While oil companies such as Shell and BP were redefining themselves as alternative energy players in recent years, ExxonMobil stuck with petroleum. The firm was taking what it considered a realistic position. Oil and gas are cheap and convenient, it argued, and would be hard to dislodge from the energy market for the next few decades. But COVID-19 hit the oil and gas business hard. ExxonMobil racked up a gaping corporate loss of $28 billion in 2020, even as its chemical unit earned an operating profit of $2.7 billion. The company is facing shareholder pressure to change, and it is starting to respond. For example, in April, it outlined a $100 billion plan to store 100 million metric tons per year of carbon dioxide in the Gulf of Mexico. The new environmental consciousness trickles down into chemicals. At a complex in France, ExxonMobil Chemical plans to host a pyrolysis plant that breaks down waste plastics into chemical raw materials. And at its Baytown, Texas, chemical facility, it is testing a plastics recycling process. Separately, in a rare move, ExxonMobil is divesting a business, selling its Santoprene thermoplastic vulcanizate operation to Celanese for $1.15 billion.

As DuPont separated from DowDuPont in 2019, observers wondered how long the company would last. DuPont executive chairman Ed Breen once presided over the breakup of the industrial conglomerate Tyco, causing some to reckon he had similar plans for DuPont. It now appears that DuPont is here to stay, with Breen satisfied that the company has done enough portfolio restructuring to stand on its own. The largest of those moves came in February, when the company completed the sale of its Nutrition & Biosciences division to International Flavors & Fragrances. The sale yielded $7.3 billion in proceeds. DuPont also agreed to sell its biomaterials business, a producer of 1,3-propanediol, and it divested its stake in the polysilicon maker Hemlock Semiconductor. Breen elected to keep DuPont’s electronic materials business, which he had been considering selling. In fact, DuPont is adding to this business, agreeing in March to purchase Laird Performance Materials, which makes materials for heat management in electronics, for $2.3 billion.

The Japanese chemical maker had a rough 2020 because of the COVID-19 pandemic. Chemical sales were down 14%, and chemical operating profit dropped 32%. Toray Industries’ carbon fiber composites business saw a 23% sales drop. Airlines were decimated by COVID-19-related travel restrictions and halted aircraft orders, forcing the company to shut a composite materials plant in Spartanburg, South Carolina. Toray’s textile fiber business also struggled because of slack demand for apparel and industrial fibers during the pandemic. The performance wasn’t offset by brisk business in nonwoven fabrics for medical masks and gowns.
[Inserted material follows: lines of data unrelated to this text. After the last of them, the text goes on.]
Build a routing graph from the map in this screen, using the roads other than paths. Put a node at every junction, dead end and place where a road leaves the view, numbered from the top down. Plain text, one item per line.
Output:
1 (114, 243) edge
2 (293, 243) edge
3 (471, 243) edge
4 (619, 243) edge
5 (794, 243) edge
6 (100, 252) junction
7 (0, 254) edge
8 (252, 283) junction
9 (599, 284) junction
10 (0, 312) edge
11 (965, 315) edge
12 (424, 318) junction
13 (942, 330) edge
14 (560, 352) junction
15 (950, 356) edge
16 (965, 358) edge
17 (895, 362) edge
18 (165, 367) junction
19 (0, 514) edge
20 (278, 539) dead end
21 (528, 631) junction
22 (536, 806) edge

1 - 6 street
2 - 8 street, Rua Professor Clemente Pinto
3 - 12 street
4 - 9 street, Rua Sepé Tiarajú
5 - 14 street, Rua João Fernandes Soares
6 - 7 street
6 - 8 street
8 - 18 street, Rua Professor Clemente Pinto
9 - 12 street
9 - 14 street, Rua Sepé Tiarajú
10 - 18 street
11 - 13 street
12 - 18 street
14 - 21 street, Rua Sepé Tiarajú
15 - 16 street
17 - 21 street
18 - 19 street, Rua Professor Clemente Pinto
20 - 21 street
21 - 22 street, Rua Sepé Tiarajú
Shin-Etsu Chemical’s Shintech subsidiary calls itself the world’s largest polyvinyl chloride (PVC) maker. A new investment, announced in January, should help it expand that lead. Shintech intends to spend $1.3 billion to build new capacity in Plaquemine, Louisiana, for PVC and its precursors chlorine and vinyl chloride. The company will complete a previously announced project—of similar cost and scope—at the site this year. Strengthening another business in which it has a strong position, Shin-Etsu will spend $285 million to expand photoresist output in Taiwan and Japan.

Recently, Evonik Industries has been favoring small acquisitions that provide access to new technology. In June, it inked an agreement to buy Infinitec Activos for an undisclosed sum. Infinitec specializes in delivery methods—such as peptide-studded gold and sapphire nanoparticles, lipid vesicles, and nanoscale alginate hydrocolloid capsules—for cosmetic ingredients. In November, Evonik bought Houston-based Porocel Group, a provider of refinery catalysts and catalyst regeneration services, for $210 million. Evonik has built a burgeoning business in lipids for the delivery of messenger RNA (mRNA) used as a COVID-19 vaccine. And it recently launched a collaboration with Stanford University to develop a degradable polymer–based system for delivering mRNA therapeutics. In more traditional industrial chemistry, the company is building a $470 million plant in Marl, Germany, for making nylon 12, a high-end polymer critical for automotive applications such as brake lines. Evonik is considering the sale of its superabsorbent polymer unit, which employs 800 people.

Reliance Industries has been trying to sell a 20% stake in its refining and chemical business to Saudi Aramco, but talks are going slowly. To ease the deal and allow for other transactions, such as an initial public offering of the business, Reliance is now carving the business into a stand-alone firm. It expects to complete the process by year’s end. But Reliance, India’s largest private sector company, isn’t losing interest in chemicals. Just last month, the firm announced a massive investment in Abu Dhabi, United Arab Emirates, with Abu Dhabi National Oil to build chlorine, ethylene dichloride, and polyvinyl chloride plants.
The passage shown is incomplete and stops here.